Antithrombotic therapy after endovenous iliocaval intervention
The algorithm provides our approach to antithrombotic therapy following iliocaval venous intervention. Refer to UpToDate topics on iliocaval venous intervention for additional details on our overall approach to treatment and its effectiveness.

DOAC: direct oral anticoagulant; DVT: deep venous thrombosis; IVUS: intravascular ultrasound.

* IVUS is typically used to determine whether angioplasty or stenting are appropriate by delineating the nature and severity of any underlying venous lesions in real time.

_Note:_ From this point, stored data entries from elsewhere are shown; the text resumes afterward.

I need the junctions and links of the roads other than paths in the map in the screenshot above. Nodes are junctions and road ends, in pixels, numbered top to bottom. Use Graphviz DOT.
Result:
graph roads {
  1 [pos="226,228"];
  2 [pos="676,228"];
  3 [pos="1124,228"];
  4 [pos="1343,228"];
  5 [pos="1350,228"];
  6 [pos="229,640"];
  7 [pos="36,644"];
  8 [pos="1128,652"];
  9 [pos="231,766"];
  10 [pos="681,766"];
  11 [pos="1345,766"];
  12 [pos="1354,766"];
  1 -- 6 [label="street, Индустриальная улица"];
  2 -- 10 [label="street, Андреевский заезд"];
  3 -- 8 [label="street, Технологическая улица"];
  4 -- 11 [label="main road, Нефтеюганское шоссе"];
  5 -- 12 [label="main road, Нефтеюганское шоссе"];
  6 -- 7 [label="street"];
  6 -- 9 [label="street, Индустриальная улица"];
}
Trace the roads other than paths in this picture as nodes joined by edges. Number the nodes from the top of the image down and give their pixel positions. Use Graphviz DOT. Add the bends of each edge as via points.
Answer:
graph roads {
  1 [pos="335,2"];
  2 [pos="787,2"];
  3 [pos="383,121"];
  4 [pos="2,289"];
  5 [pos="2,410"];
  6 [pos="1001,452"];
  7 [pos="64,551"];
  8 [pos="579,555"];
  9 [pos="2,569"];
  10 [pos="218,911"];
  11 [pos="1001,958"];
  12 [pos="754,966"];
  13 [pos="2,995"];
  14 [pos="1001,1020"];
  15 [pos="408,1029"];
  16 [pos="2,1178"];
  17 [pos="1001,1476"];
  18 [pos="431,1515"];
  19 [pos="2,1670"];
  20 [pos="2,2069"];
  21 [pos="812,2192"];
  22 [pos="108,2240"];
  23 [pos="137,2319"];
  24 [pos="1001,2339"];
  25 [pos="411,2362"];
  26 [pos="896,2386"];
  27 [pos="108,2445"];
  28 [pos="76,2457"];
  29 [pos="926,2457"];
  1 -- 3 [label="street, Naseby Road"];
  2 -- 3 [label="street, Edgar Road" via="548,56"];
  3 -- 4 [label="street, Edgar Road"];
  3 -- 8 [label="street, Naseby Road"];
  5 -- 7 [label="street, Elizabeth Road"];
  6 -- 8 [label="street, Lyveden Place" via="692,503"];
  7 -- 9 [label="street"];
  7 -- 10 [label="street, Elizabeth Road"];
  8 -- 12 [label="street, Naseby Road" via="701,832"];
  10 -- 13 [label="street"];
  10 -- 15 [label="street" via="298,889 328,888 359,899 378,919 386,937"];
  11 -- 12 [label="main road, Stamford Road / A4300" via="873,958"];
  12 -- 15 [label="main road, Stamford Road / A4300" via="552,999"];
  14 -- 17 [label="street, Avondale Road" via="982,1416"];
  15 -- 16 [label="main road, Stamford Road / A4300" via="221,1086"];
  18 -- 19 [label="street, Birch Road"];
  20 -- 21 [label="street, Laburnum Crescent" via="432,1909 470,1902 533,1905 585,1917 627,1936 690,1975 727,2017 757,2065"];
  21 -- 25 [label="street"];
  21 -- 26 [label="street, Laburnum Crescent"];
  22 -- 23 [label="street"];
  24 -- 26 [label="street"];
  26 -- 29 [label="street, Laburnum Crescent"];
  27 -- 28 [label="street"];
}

¶ Lesions are regarded as thrombotic (ie, DVT) or nonthrombotic. For iliocaval thrombosis, catheter-directed thrombectomy/thrombolysis is used first to remove the clot and uncover any underlying venous stenosis.

Δ Angioplasty may not be warranted if there is no stenosis after thrombolysis or only a mild venous stenosis that is not flow limiting.

◊ Intravenous heparin is transitioned postprocedurally to the selected oral agent, typically a DOAC. The duration of anticoagulation depends on whether the underlying anatomic venous pathology provoked the DVT, and if follow-up imaging demonstrates complete resolution of clot burden and the underlying stenosis.

§ Antiplatelet therapy is individualized according to the risk of bleeding. Regimens are derived from expert opinion but there is no consensus on which approach provides better patency.

¥ For thrombotic lesions not requiring angioplasty or stenting, giving aspirin (81 mg orally once daily) indefinitely after completion of therapeutic intervention is an option, but is not required.